(Source records)
%%

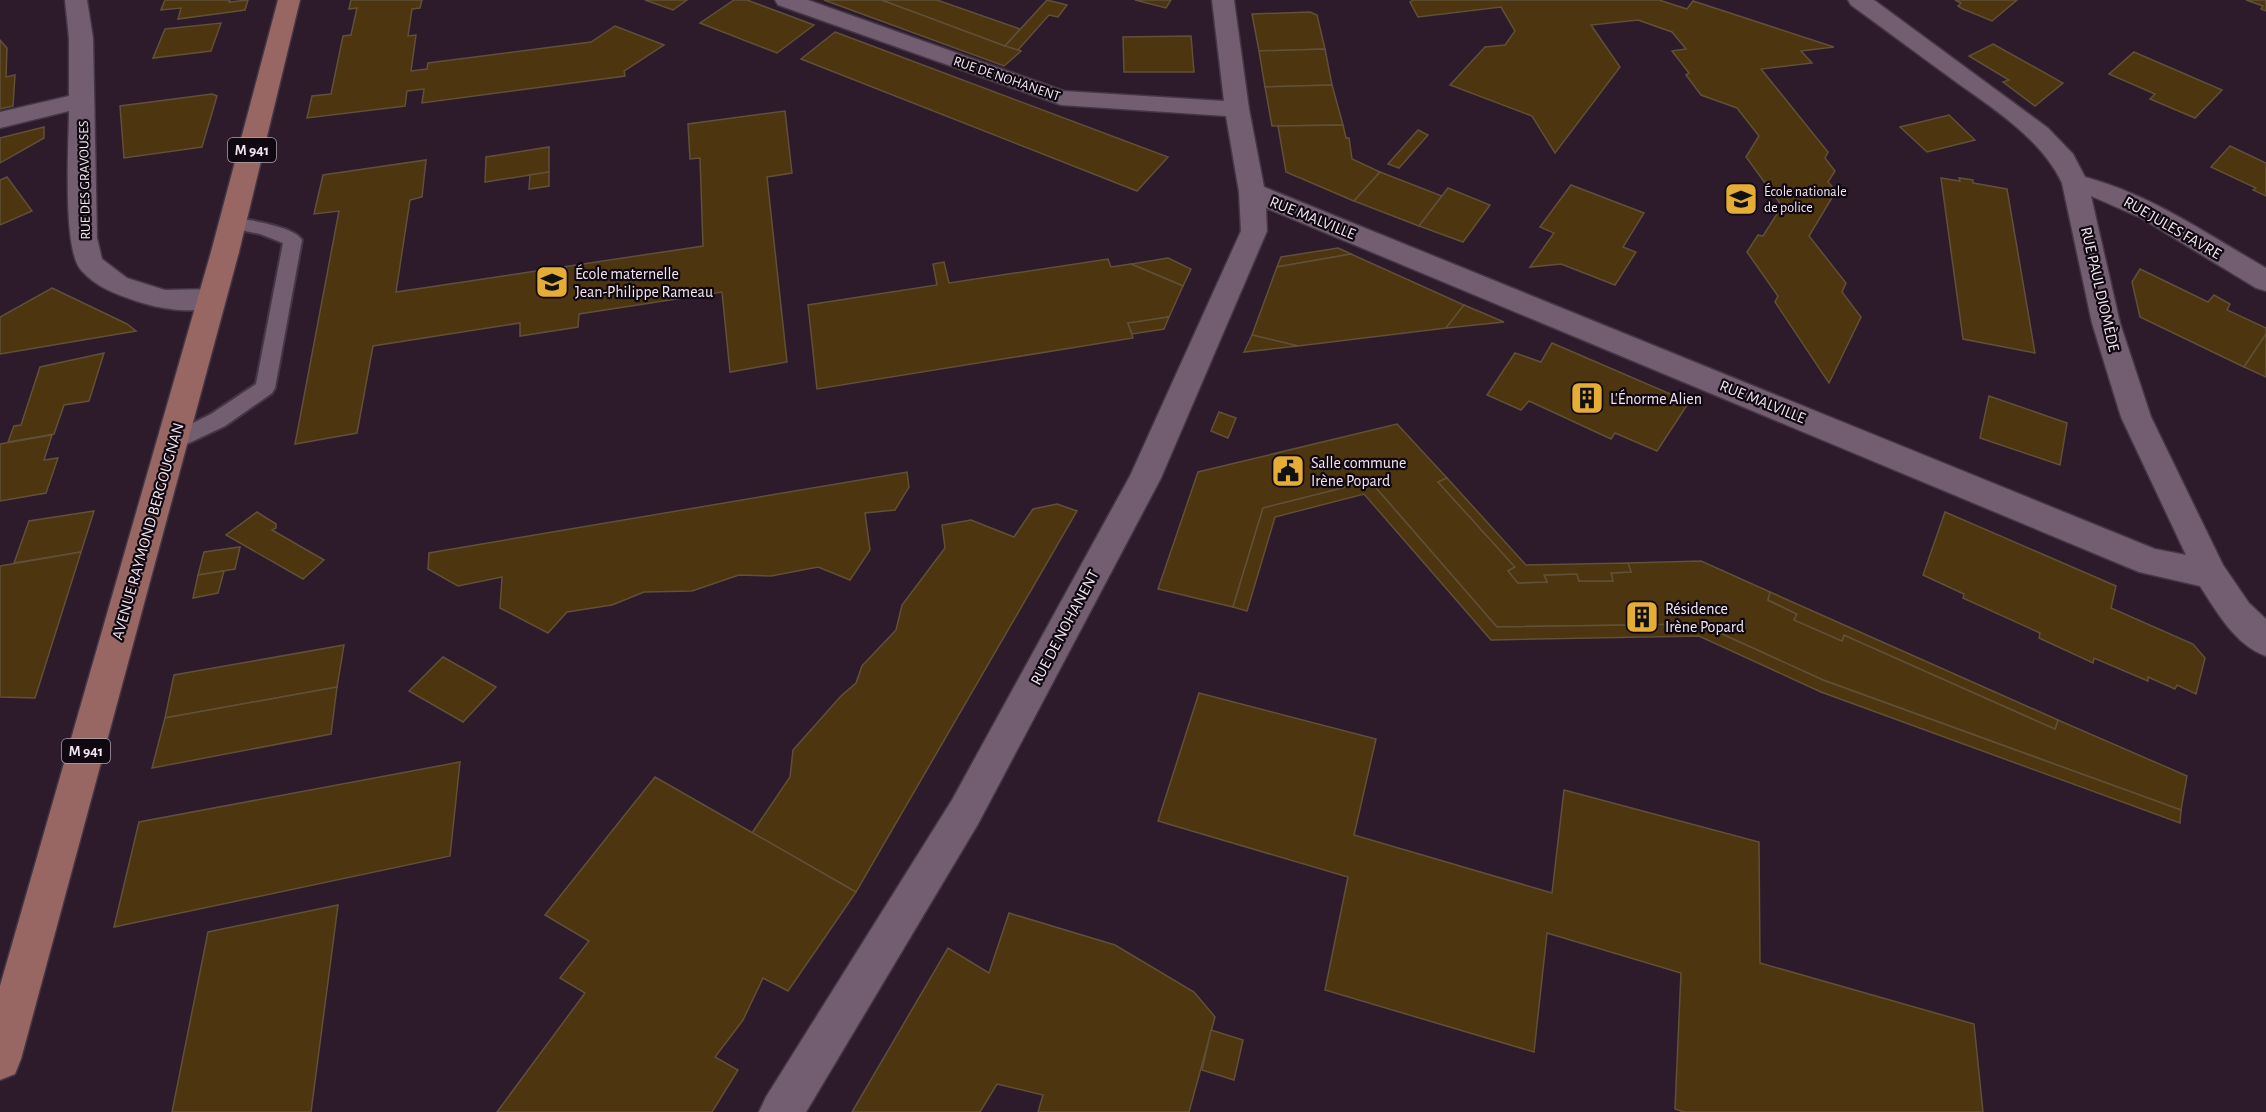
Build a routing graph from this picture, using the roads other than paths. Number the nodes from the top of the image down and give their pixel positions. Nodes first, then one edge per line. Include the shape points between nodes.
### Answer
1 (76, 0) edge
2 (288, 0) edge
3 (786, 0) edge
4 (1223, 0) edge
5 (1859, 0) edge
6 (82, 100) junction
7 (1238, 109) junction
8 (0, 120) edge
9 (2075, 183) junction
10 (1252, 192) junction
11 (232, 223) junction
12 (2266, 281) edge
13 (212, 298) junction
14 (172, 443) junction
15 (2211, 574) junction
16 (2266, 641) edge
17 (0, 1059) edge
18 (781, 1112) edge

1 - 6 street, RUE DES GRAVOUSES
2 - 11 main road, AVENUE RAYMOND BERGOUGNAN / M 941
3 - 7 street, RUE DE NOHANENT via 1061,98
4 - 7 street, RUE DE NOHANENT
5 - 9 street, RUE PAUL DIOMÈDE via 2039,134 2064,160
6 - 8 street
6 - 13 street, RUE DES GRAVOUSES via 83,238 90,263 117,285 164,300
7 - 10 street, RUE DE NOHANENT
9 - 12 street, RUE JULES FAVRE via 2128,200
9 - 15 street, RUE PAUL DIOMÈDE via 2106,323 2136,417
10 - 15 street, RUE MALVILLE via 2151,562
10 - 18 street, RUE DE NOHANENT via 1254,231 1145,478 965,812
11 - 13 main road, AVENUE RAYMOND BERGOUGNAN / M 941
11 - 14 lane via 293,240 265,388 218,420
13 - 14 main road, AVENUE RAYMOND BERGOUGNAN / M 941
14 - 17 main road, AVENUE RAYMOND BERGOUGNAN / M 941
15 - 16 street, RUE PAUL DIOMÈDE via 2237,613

%%

▶ [Work to be completed]
Restate each entry verbatim and skip every image.

▶ [Task response]
Build a routing graph from this picture, using the roads other than paths. Number the nodes from the top of the image down and give their pixel positions. Nodes first, then one edge per line. Include the shape points between nodes.
### Answer
1 (76, 0) edge
2 (288, 0) edge
3 (786, 0) edge
4 (1223, 0) edge
5 (1859, 0) edge
6 (82, 100) junction
7 (1238, 109) junction
8 (0, 120) edge
9 (2075, 183) junction
10 (1252, 192) junction
11 (232, 223) junction
12 (2266, 281) edge
13 (212, 298) junction
14 (172, 443) junction
15 (2211, 574) junction
16 (2266, 641) edge
17 (0, 1059) edge
18 (781, 1112) edge

1 - 6 street, RUE DES GRAVOUSES
2 - 11 main road, AVENUE RAYMOND BERGOUGNAN / M 941
3 - 7 street, RUE DE NOHANENT via 1061,98
4 - 7 street, RUE DE NOHANENT
5 - 9 street, RUE PAUL DIOMÈDE via 2039,134 2064,160
6 - 8 street
6 - 13 street, RUE DES GRAVOUSES via 83,238 90,263 117,285 164,300
7 - 10 street, RUE DE NOHANENT
9 - 12 street, RUE JULES FAVRE via 2128,200
9 - 15 street, RUE PAUL DIOMÈDE via 2106,323 2136,417
10 - 15 street, RUE MALVILLE via 2151,562
10 - 18 street, RUE DE NOHANENT via 1254,231 1145,478 965,812
11 - 13 main road, AVENUE RAYMOND BERGOUGNAN / M 941
11 - 14 lane via 293,240 265,388 218,420
13 - 14 main road, AVENUE RAYMOND BERGOUGNAN / M 941
14 - 17 main road, AVENUE RAYMOND BERGOUGNAN / M 941
15 - 16 street, RUE PAUL DIOMÈDE via 2237,613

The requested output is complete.